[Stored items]
● ● ●
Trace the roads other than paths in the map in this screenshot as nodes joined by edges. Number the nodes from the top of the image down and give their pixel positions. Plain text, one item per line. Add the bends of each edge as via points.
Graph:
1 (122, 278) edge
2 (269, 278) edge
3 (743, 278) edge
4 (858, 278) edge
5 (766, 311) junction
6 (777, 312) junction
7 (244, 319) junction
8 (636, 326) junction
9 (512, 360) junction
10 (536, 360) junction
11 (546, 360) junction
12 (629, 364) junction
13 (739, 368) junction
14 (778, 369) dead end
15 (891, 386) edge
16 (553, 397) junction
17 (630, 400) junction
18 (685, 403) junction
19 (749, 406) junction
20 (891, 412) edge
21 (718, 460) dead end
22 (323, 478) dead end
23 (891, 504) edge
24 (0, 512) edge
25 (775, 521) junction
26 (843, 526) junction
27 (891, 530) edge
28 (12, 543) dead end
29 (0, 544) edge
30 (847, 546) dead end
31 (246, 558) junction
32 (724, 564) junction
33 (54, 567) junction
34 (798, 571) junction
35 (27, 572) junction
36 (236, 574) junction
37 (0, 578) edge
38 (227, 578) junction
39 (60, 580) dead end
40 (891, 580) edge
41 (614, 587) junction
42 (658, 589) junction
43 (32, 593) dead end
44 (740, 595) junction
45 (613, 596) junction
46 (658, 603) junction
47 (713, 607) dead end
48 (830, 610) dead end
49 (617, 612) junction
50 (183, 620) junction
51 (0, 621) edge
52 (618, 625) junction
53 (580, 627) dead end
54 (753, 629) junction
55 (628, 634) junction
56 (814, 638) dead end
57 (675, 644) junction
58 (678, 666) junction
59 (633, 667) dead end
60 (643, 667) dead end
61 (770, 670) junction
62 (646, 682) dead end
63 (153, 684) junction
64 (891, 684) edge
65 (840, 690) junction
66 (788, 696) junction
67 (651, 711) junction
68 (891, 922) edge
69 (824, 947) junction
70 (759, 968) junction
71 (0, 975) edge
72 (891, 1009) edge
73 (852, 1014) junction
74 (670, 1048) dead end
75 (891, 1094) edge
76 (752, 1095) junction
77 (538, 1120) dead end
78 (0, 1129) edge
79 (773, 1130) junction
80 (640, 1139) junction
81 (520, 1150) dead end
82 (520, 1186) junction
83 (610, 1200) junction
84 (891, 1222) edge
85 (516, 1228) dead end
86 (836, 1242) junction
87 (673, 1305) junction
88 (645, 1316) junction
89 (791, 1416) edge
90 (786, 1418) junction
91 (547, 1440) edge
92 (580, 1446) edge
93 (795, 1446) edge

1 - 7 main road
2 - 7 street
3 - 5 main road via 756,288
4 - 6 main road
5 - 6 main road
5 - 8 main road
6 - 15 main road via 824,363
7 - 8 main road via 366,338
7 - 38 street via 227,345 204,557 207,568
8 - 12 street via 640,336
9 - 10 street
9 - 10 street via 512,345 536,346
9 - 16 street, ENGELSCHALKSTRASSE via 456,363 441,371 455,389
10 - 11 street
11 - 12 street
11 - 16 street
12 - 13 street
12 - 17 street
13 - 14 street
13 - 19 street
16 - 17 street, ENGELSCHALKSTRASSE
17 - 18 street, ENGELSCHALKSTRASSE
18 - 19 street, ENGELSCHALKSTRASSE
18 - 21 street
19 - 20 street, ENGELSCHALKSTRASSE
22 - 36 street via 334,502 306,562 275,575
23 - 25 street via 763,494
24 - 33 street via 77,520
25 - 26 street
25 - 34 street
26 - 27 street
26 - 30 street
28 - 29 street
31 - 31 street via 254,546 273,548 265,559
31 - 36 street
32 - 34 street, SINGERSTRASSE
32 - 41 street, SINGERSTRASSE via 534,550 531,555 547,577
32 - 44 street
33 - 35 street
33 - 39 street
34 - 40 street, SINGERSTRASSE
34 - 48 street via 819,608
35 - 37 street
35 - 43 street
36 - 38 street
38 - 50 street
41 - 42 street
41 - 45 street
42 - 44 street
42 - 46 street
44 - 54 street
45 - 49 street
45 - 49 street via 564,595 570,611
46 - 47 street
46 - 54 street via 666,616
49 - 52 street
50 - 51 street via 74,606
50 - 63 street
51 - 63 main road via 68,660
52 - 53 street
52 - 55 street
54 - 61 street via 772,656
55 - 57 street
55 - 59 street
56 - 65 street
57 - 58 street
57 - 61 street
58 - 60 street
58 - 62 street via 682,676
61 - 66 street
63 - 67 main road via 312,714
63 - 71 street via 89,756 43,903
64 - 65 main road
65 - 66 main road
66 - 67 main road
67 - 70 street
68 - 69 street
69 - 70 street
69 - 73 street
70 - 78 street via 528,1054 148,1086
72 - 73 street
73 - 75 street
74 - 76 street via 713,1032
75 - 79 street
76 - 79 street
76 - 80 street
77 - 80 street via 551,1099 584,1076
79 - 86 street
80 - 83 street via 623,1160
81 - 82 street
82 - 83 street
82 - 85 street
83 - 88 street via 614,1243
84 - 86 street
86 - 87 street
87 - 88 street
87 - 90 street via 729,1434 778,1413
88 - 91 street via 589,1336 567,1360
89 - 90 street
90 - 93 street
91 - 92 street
● ● ●
▶ _EXERCISE REQUIREMENTS_: Across the records above, how many lines hold the string "SINGERSTRASSE"? The number alone will do.

▶ _REPLY TO THE TASK_: 3